Bobby looked a little cautious, but he must've decided that their situation was too bad to pass up even the slightest chance of getting out of here, even if it meant trusting his unstable little brother and his spectral parasite. Sam narrowed his eyes a little and shook his head, expression still fixed in a way that made Dean's hair stand on end; it looked cold, alien. Bobby nodded, doing a damn good job at keeping his own face clear of whatever the hell he felt about Sam just then. "Good.
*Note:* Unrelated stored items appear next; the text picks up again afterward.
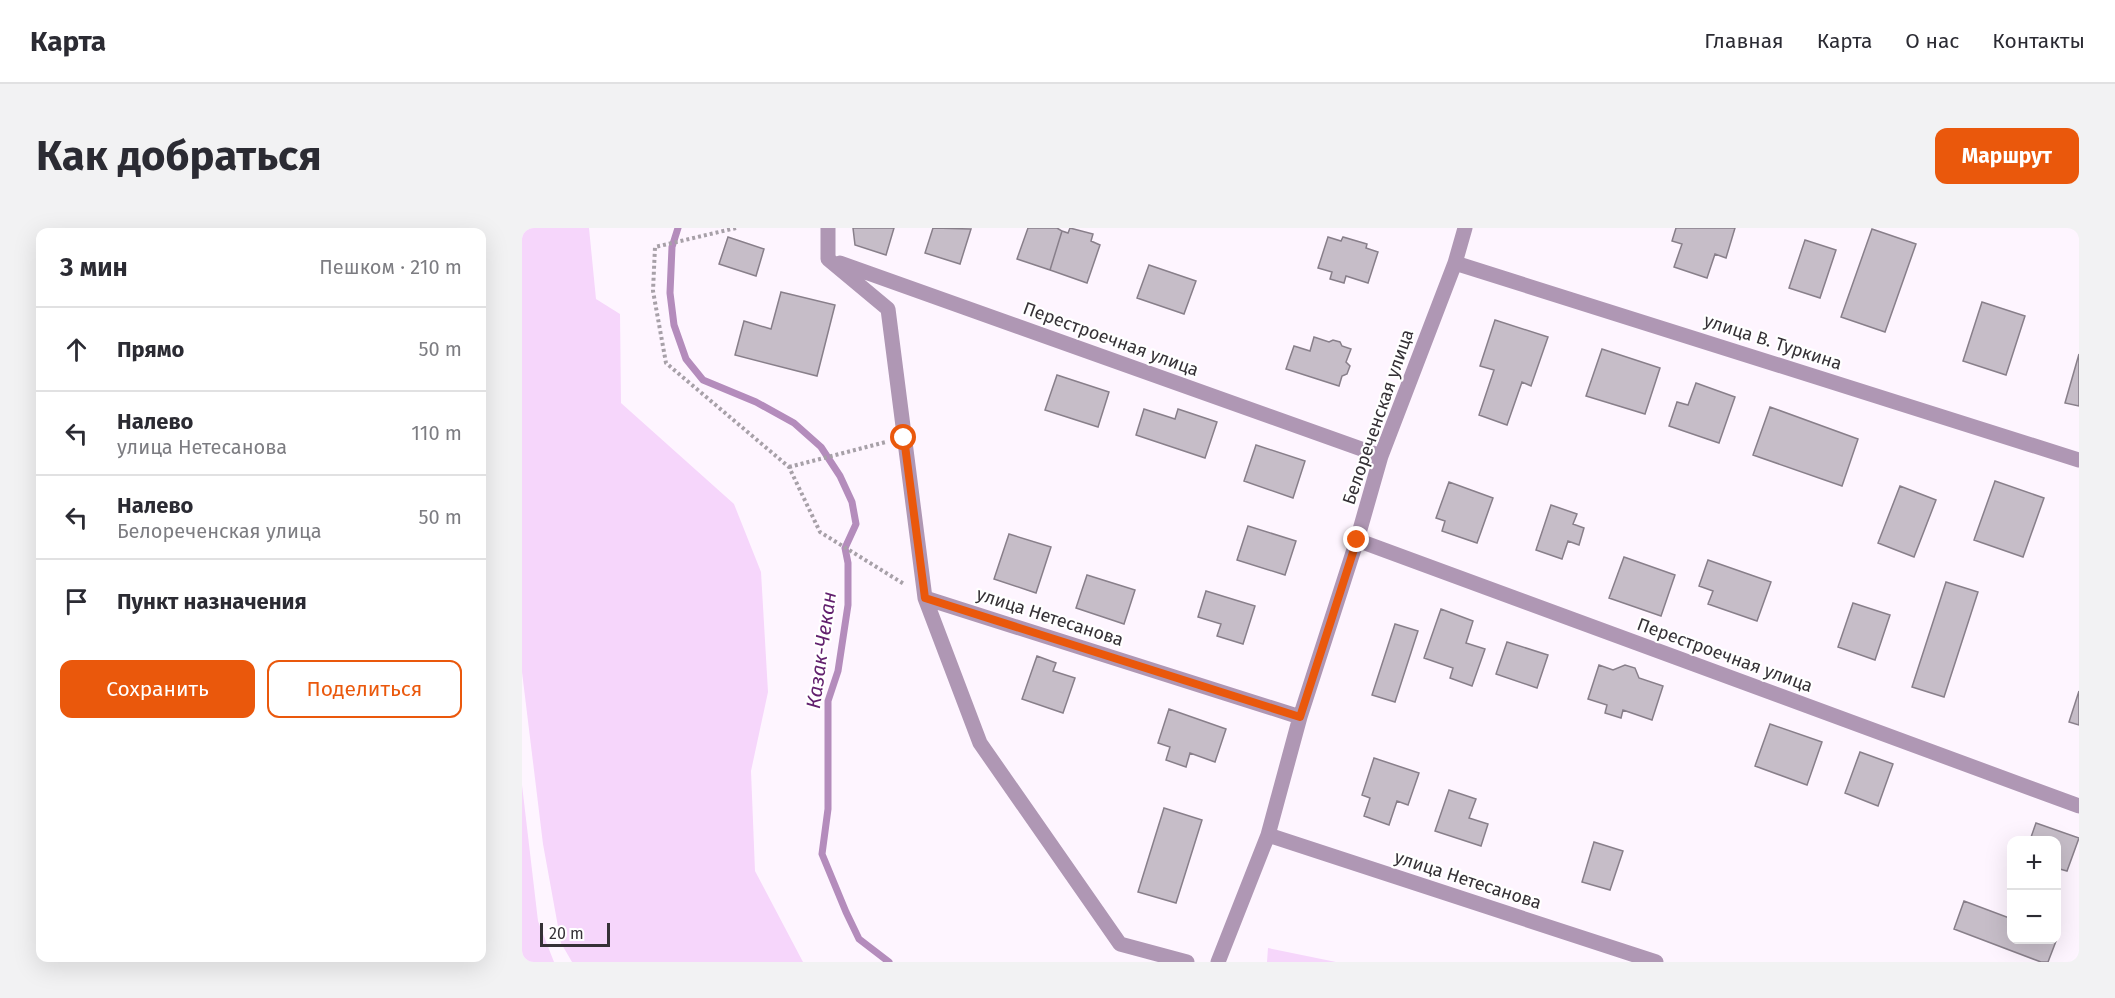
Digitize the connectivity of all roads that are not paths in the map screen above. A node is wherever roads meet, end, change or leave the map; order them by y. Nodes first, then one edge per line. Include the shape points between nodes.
1 (828, 228) edge
2 (1466, 228) edge
3 (828, 260) junction
4 (1455, 263) junction
5 (1381, 456) junction
6 (2079, 460) edge
7 (1357, 540) junction
8 (925, 598) junction
9 (1300, 717) junction
10 (2079, 806) edge
11 (1268, 835) junction
12 (1187, 962) edge
13 (1218, 962) edge
14 (1656, 962) edge

1 - 3 street
2 - 4 street, Белореченская улица
3 - 5 street, Перестроечная улица
3 - 8 street via 888,309
4 - 5 street, Белореченская улица
4 - 6 street, улица В. Туркина
5 - 7 street, Белореченская улица
7 - 9 street, Белореченская улица
7 - 10 street, Перестроечная улица
8 - 9 street, улица Нетесанова
8 - 12 street via 980,743 1120,944
9 - 11 street, Белореченская улица
11 - 13 street, Белореченская улица
11 - 14 street, улица Нетесанова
I got a jar of lamb's blood back in the truck that's still good. Do you need to put 'em on us, or the cars?"

"The cars," Sam answered without hesitation, though a second later his eyes drifted away from Bobby. Sam was clearly tracking…something…moving around between them, his eyebrows coming together, and when he spoke again he sounded faint, distracted. "They can't know you've even left if you want to survive long enough to see Azazel dead. He'll know something isn't going to Plan already."
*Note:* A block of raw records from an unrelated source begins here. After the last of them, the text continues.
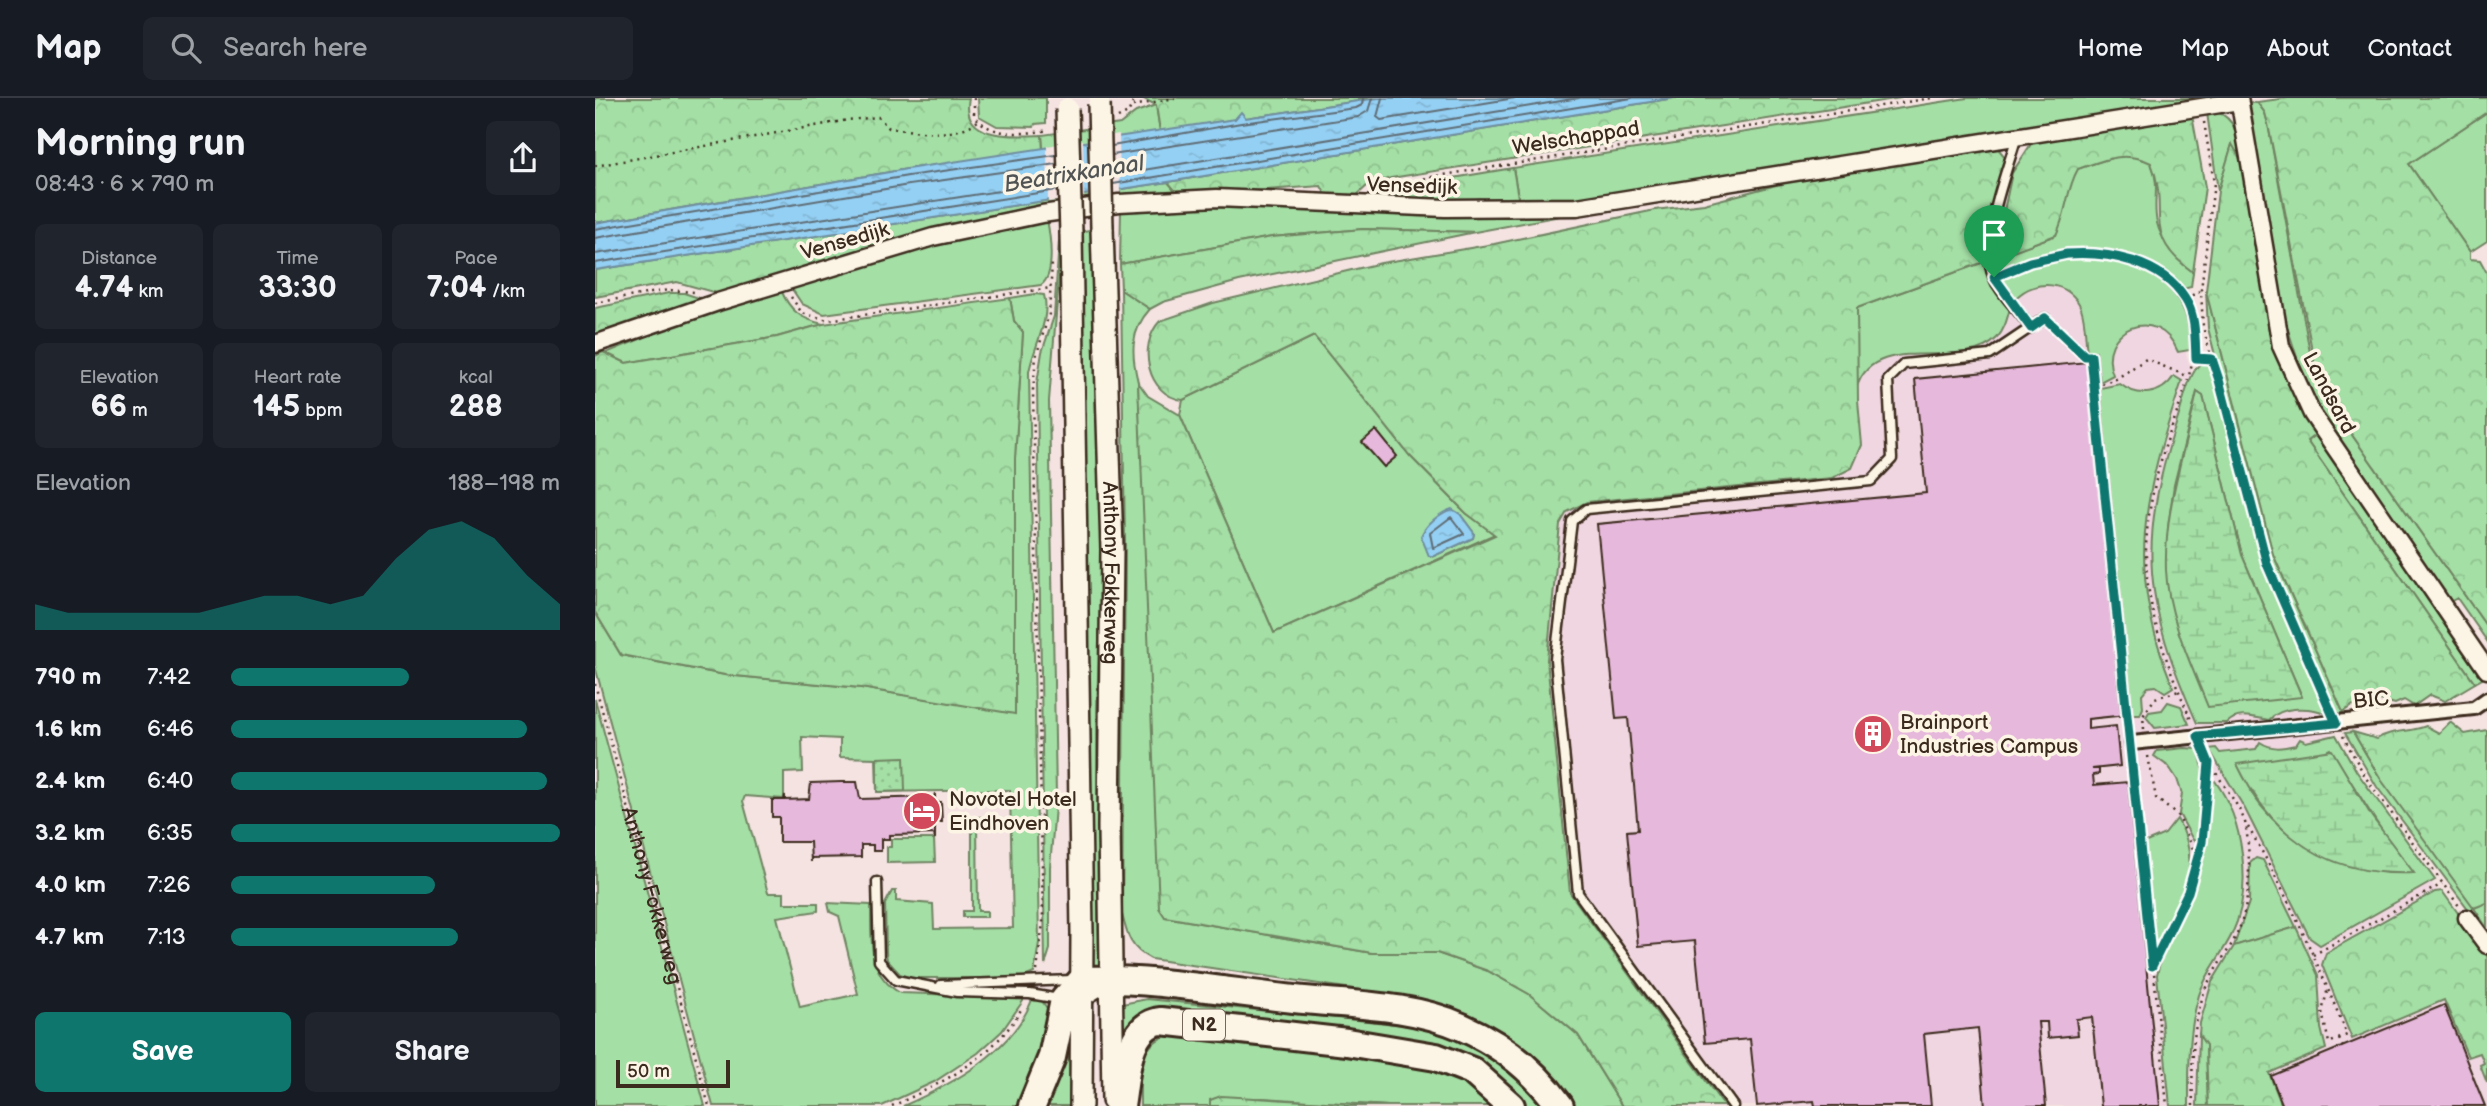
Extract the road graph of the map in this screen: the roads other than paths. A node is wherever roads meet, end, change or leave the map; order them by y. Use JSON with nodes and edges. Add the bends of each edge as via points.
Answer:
{"nodes":[{"id":1,"x":2239,"y":100,"type":"edge"},
{"id":2,"x":1098,"y":101,"type":"edge"},
{"id":3,"x":1067,"y":104,"type":"edge"},
{"id":4,"x":2016,"y":139,"type":"junction"},
{"id":5,"x":2045,"y":318,"type":"road end"},
{"id":6,"x":2031,"y":328,"type":"junction"},
{"id":7,"x":595,"y":344,"type":"edge"},
{"id":8,"x":2486,"y":667,"type":"edge"},
{"id":9,"x":2487,"y":699,"type":"edge"},
{"id":10,"x":2132,"y":743,"type":"road end"},
{"id":11,"x":877,"y":882,"type":"dead end"},
{"id":12,"x":2467,"y":918,"type":"road end"},
{"id":13,"x":2487,"y":945,"type":"edge"},
{"id":14,"x":1111,"y":979,"type":"junction"},
{"id":15,"x":935,"y":986,"type":"junction"},
{"id":16,"x":1076,"y":994,"type":"junction"},
{"id":17,"x":1032,"y":1106,"type":"edge"},
{"id":18,"x":1081,"y":1106,"type":"edge"},
{"id":19,"x":1113,"y":1106,"type":"edge"},
{"id":20,"x":1121,"y":1106,"type":"edge"},
{"id":21,"x":1511,"y":1106,"type":"edge"},
{"id":22,"x":1560,"y":1106,"type":"edge"},
{"id":23,"x":1733,"y":1106,"type":"edge"}],
"edges":[{"from":1,"to":4,"type":"street","name":"Vensedijk"},
{"from":1,"to":8,"type":"street","name":"Landsard","via":[[2281,346],[2296,382],[2312,414]]},
{"from":2,"to":14,"type":"main road","name":"Anthony Fokkerweg","bridge":true,"via":[[1112,549]]},
{"from":3,"to":16,"type":"main road","name":"Anthony Fokkerweg","bridge":true},
{"from":4,"to":6,"type":"lane","via":[[1991,236],[1989,262],[1994,277]]},
{"from":4,"to":7,"type":"street","name":"Vensedijk","via":[[1577,207],[1510,210],[1217,198],[1119,203],[1042,214],[933,237]]},
{"from":5,"to":6,"type":"lane"},
{"from":6,"to":23,"type":"lane","via":[[1990,355],[1904,364],[1888,380],[1892,460],[1871,481],[1586,509],[1572,521],[1555,659],[1578,893]]},
{"from":9,"to":10,"type":"street","name":"BIC","via":[[2474,708]]},
{"from":11,"to":15,"type":"lane","via":[[880,961],[896,980]]},
{"from":12,"to":13,"type":"street"},
{"from":14,"to":16,"type":"highway"},
{"from":14,"to":19,"type":"main road","name":"Anthony Fokkerweg"},
{"from":14,"to":22,"type":"highway","number":"N2","via":[[1176,983],[1438,1018],[1471,1031],[1512,1056]]},
{"from":15,"to":16,"type":"lane","via":[[957,992]]},
{"from":15,"to":16,"type":"lane","via":[[1035,981]]},
{"from":16,"to":17,"type":"highway"},
{"from":16,"to":18,"type":"main road","name":"Anthony Fokkerweg"},
{"from":20,"to":21,"type":"highway","number":"N2","via":[[1136,1037],[1147,1025],[1161,1021],[1436,1057],[1472,1071]]}]}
It took Dean a second to realize why what Sam had said made him feel so on edge. Sam wasn't including himself among them, but how exactly wasn't clear. But Dean wouldn't ask now. Not in front of Bobby and Ellen. Bobby at least might've been family, but he wasn't Dean; no one cared for Sam like Dean did, and if Sam said something that turned the older hunter against him…

"C'mon Sam, let's go get this fingerpainting done so we can get the hell outta here," Sam blinked and looked down at him, hand twitching like he had just realized that Dean was still holding onto his cold –why was he still so cold?– wrist. But his baby brother just tilted his head a little and let himself be pulled along.

"Don't forget the Colt," Sam (Sam?) said, voice just a bit…off. "Not very smart, leaving the key in front of that door where anyone could come along and open it."

Dean shivered. They had to kill Yellow Eyes –Azazel– but the damn second the demon was dead, they were gonna find out just who was leeching off Sam and getting rid of it.